Question

If $a+\dfrac{1}{a}=4;$ find
1). ${{a}^{2}}+\dfrac{1}{{{a}^{2}}}$
2). ${{a}^{4}}+\dfrac{1}{{{a}^{4}}}$
3). ${{a}^{3}}+\dfrac{1}{{{a}^{3}}}$

Answer 1

Hint: For (1) when we squared both sides. ${{\left( a+\dfrac{1}{a} \right)}^{2}}={{\left( 4 \right)}^{2}}\ \Rightarrow \ {{a}^{2}}+\dfrac{1}{{{a}^{2}}}+2.a\dfrac{1}{a}=16$ $\Rightarrow \ {{a}^{2}}+\dfrac{1}{{{a}^{2}}}=14.$
For (2) again, squaring of ${{a}^{2}}+\dfrac{1}{{{a}^{2}}}=14,$ both sides, we get the value of ${{a}^{4}}+\dfrac{1}{{{a}^{4}}}{{.}^{{}}}$
For (3) on cubicying of $a+\dfrac{1}{a}=4,$ then we find ${{a}^{3}}+\dfrac{1}{{{a}^{3}}}.$

Complete step by step solution: Given, $a+\dfrac{1}{a}=4.$

(1).
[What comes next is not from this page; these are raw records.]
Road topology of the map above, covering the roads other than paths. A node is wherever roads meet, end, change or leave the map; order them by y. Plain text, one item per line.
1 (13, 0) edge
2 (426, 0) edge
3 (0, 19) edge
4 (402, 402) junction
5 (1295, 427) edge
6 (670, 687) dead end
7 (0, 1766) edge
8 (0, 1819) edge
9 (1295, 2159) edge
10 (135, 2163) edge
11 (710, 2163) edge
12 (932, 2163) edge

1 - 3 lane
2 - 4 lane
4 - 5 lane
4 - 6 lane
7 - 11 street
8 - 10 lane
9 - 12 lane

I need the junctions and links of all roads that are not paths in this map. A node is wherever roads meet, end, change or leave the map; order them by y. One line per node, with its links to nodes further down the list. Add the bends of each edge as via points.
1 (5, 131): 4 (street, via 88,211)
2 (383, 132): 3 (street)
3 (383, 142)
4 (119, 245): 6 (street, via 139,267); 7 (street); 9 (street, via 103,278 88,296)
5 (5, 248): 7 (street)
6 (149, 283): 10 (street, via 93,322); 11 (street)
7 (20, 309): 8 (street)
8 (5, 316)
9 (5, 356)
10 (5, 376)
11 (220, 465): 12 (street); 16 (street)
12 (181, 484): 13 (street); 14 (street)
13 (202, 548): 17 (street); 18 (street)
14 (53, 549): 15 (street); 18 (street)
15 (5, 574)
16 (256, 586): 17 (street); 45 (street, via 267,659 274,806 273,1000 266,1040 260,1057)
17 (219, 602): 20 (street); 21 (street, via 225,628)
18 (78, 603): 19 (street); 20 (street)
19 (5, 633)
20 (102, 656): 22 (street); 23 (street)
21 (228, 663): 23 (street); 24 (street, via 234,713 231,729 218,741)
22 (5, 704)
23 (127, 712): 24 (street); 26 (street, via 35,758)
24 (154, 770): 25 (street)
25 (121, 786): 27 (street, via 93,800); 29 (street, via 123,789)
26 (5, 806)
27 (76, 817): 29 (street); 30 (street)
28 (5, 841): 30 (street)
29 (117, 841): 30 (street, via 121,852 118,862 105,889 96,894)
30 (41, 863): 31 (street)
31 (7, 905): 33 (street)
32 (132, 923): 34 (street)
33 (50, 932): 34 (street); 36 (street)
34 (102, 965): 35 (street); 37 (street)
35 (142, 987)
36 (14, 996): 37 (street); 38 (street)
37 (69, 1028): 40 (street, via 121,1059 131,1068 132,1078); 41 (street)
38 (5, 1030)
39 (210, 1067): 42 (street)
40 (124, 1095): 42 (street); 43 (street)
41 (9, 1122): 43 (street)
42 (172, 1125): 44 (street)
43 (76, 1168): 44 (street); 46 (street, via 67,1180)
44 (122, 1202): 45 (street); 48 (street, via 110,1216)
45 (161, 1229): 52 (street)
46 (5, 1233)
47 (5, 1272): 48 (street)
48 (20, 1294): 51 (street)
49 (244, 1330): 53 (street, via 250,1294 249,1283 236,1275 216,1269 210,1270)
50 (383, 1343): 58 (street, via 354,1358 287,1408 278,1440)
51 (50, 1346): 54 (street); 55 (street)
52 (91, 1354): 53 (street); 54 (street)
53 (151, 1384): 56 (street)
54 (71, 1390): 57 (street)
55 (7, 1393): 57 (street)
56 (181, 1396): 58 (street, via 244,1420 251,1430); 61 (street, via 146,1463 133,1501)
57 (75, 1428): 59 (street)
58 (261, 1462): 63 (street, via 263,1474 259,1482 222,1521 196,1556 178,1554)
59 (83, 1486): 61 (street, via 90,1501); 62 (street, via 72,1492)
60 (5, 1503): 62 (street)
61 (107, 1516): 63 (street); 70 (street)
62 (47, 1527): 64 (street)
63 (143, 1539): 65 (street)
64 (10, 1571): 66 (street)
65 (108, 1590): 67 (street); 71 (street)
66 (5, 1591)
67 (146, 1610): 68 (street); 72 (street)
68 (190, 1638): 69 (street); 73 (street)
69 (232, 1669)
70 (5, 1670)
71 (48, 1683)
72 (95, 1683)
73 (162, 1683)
To find :- ${{a}^{2}}+\dfrac{1}{{{a}^{2}}}$
We know that; ${{\left( a+b \right)}^{2}}={{a}^{2}}+{{b}^{2}}+2ab$
$\Rightarrow \ \text{on}\ \text{squaring}\ \text{both}\ \text{sides,}\ {{\left( a+\dfrac{1}{a} \right)}^{2}}={{\left( 4 \right)}^{2}}$
$\Rightarrow \ \text{Here,}\ a=a,\ b=\dfrac{1}{a}$
then,
$\Rightarrow \ {{a}^{2}}+\dfrac{1}{{{a}^{2}}}+2.a.\dfrac{1}{a}=16$
$\Rightarrow \ {{a}^{2}}+\dfrac{1}{{{a}^{2}}}=16.2$
$\Rightarrow \ {{a}^{2}}+\dfrac{1}{{{a}^{2}}}=14.$

(2) To find ${{a}^{4}}+\dfrac{1}{{{a}^{4}}}.$
Now,
On squaring of both sides, we get;
${{\left( {{a}^{2}}+\dfrac{1}{{{a}^{2}}} \right)}^{2}}={{\left( 14 \right)}^{2}}$
$\Rightarrow \ {{a}^{4}}+\dfrac{1}{{{a}^{4}}}+2.{{a}^{2}}.\dfrac{1}{{{a}^{2}}}=196$
$\Rightarrow \ {{a}^{4}}+\dfrac{1}{{{a}^{4}}}=196-2$
$\Rightarrow \ {{a}^{4}}+\dfrac{1}{{{a}^{4}}}=194.$

(3) `To find ${{a}^{3}}+\dfrac{1}{{{a}^{3}}}$
On cubicying both sides, we get;
${{\left( a+\dfrac{1}{a} \right)}^{3}}={{\left( 4 \right)}^{3}}$
$\Rightarrow \ \text{we}\ \text{know}\ \text{that;}$
${{\left( a+b \right)}^{3}}={{a}^{3}}+{{b}^{3}}+3ab\left( a+b \right)$
So,
$\Rightarrow \ {{a}^{3}}+\dfrac{1}{{{a}^{3}}}+3.a.\dfrac{1}{a}\left( a+\dfrac{1}{a} \right)=64$
$\Rightarrow \ {{a}^{3}}+\dfrac{1}{{{a}^{3}}}+3\left( a+\dfrac{1}{a} \right)=64$
Given, $a+\dfrac{1}{a}=4.$
then,
$\Rightarrow \ {{a}^{3}}+\dfrac{1}{{{a}^{3}}}+3.4=64$
$\Rightarrow \ {{a}^{3}}+\dfrac{1}{{{a}^{3}}}=64-12$
$\Rightarrow \ {{a}^{3}}+\dfrac{1}{{{a}^{3}}}=52$

Note: While solving this type of question, we remembered the ${{\left( a+b \right)}^{2}}={{a}^{2}}+{{b}^{2}}+2ab\ \text{and}\ {{\left( a+b \right)}^{3}}={{a}^{3}}+{{b}^{3}}+3ab\left( a+b \right)$ and use this formula in expression.